Paragraaf 2.1
Nederland kent 3 soorten kusten:
- Waddenkust (Noorden)
- Geslotenkust (Midden)
- Estuariumkust (Zuiden)
Waddenkust is te herkennen aan:
-zeegaten
-eilanden
Gesloten kust is te herkennen aan:
-een front van duinen
-strandwallen
Estuarium kust is te herkennen aan:
-een samenstel van zeearmen en riviermondingen en voormalige eilanden.
Zachte kust en harde kust
Zachte kust bestaat uit: duinen, stranden, zandplaten, wadden en kwelders.
- De estuaria van de Schelde en de Eems vallen hieronder. Deze bedijkte trechtermondingen hebben te maken met grote getijdenverschillen. Het verschil in waterstand bij eb en vloed neemt toe naarmate zo’n riviermonding nauwer wordt. Door de getijdenstromin wordt er ten gevolgen van erosie veel sediment verplaatst en meandert de stroomgeul sterk. In de buitenbocht wordt de bedding uitgeschuurd waardoor oevers worden ondergraven en dijksval kan optreden. In de binnenbocht vormen zandbanken, platen en slikken, deze vormen een gevaar voor de scheepvaart
- Waddengebied: buitendijkse gronden die overstromen bij vloed. Het wad bestaat uit geulen (diepere gedeelten) en kwelders (gebieden die altijd boven water liggen), zandplaten, slikken en prielen.
Harde kust: door de mens aangelegd en bebouwd met bijvoorbeeld dijken, golfbrekers of dammen. Kwetsbare plaatsen worden Hoofden aangelegd (strekdammen, ook wel golfbrekers of Delflandse hoofden genoemd, die haaks op de kust liggen. Gaan zandafslag tegen en bevorderen sedimentatie.). Nadeel: kust kan niet meer vrij bewegen en heeft geen mogelijkheid meer zich te herstellen na een stormseizoen.
Functie van pieren: voorkomen duinafslag, verzanding en vermakkelijken de navigatie voor de scheepvaart.
Primaire waterkeringen: beschermen de inwoners van Nederland tegen het buitenwater (zee, estuaria, Ijsselmeer, Markermeer en grote rivieren). Een voorbeeld hiervan is een zeedijk.
Geven en nemen
Kustprocessen: zorgen voor de op- en afbouw van de kust onder invloed van wind en water.
- Functie van wind: medeverantwoordelijk voor ontstaan van golven en zeestromingen. Zorgt ook voor de opstuwing van water en het transport van zand en zandsedimentatie.

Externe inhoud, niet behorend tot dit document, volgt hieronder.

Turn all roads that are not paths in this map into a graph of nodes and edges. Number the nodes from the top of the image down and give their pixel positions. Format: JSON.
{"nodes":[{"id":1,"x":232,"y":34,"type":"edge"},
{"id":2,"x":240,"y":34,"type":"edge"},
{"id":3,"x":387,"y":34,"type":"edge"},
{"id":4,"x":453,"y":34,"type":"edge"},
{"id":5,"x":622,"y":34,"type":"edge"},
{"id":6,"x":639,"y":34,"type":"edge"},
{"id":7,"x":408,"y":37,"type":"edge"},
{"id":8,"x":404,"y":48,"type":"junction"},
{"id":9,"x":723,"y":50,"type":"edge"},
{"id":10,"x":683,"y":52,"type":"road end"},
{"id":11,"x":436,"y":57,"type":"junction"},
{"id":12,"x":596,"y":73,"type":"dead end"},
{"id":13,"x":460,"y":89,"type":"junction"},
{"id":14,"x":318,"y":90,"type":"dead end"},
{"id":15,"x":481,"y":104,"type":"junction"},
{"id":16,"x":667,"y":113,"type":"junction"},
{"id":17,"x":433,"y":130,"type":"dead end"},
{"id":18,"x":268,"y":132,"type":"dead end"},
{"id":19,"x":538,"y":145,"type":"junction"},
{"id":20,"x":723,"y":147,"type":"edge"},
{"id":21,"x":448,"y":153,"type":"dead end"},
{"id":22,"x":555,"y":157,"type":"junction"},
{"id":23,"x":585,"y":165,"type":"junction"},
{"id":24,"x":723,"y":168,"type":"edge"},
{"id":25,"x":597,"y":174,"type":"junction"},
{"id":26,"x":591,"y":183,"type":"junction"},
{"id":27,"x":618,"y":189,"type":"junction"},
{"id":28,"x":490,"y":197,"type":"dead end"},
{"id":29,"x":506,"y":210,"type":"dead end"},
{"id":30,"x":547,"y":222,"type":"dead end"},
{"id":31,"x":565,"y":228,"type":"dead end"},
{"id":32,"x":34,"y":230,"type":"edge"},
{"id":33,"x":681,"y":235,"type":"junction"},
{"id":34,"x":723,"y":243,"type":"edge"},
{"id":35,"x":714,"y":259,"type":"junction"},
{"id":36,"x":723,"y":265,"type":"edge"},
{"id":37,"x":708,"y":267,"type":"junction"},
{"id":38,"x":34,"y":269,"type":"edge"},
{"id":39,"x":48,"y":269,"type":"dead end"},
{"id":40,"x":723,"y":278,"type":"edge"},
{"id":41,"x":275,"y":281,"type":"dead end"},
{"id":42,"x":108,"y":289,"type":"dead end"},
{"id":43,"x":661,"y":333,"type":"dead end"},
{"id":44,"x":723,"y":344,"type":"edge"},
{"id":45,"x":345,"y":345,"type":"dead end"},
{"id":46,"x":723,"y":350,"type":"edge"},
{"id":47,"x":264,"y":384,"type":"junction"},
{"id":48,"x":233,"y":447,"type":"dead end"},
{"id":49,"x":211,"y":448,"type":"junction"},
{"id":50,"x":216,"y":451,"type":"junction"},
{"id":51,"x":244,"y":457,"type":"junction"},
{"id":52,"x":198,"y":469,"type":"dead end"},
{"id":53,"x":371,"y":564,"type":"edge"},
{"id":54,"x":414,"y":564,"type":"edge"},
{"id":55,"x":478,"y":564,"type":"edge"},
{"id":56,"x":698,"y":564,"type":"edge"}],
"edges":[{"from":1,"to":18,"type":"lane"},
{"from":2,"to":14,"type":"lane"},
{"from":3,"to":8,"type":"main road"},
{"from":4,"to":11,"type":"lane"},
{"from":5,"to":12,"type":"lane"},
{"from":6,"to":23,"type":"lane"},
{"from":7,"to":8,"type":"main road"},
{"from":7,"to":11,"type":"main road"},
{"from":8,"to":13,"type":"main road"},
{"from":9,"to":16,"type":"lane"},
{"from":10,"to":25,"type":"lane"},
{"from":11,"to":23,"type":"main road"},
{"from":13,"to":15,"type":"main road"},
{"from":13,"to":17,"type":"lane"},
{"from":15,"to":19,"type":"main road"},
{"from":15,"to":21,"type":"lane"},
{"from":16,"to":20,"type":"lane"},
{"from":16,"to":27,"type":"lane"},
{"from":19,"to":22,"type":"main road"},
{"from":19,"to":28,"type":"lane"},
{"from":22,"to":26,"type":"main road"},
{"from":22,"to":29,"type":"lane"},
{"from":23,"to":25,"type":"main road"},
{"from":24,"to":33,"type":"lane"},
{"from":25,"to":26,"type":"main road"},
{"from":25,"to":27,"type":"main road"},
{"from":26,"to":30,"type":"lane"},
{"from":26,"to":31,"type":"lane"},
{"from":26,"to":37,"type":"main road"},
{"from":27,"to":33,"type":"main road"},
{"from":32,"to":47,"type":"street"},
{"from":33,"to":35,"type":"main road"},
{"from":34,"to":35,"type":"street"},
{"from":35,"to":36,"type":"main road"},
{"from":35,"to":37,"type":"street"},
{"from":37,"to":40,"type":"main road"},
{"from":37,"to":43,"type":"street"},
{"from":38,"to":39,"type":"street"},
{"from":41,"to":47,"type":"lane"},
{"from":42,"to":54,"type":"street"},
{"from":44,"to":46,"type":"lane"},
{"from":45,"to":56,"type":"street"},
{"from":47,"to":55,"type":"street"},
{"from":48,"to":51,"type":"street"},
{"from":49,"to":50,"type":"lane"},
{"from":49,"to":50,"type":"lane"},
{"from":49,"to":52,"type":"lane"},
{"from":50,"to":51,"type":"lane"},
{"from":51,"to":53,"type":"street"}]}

- Structuele erosie: als er een blijvend verlies van zand is. Als het bijvoorbeeld continue wordt afgeslagen zonder dat er zand terug wordt gesedimenteerd. Zandafslag kan worden tegengegaan door dammen te bouwen.
- Functie van golven: in diep water is de golfsnelheid hoger dan in laag water. Daarom sedimenteerd zand bij de kust. In ondiepwater breken de golven en stroomt het water terug.
Zeestromingen: zoutwaterstromingen op een grotere ruimtelijke schaal.
Getijden: eb en vloed.
Hoogwater/tij: maximale waterhoogte
Laagwater/tij: minimale waterhoogte
Springtij: als de aantrekkingskracht van de maan en de zon samenvallen en er EXTRA hoogwater ontstaat.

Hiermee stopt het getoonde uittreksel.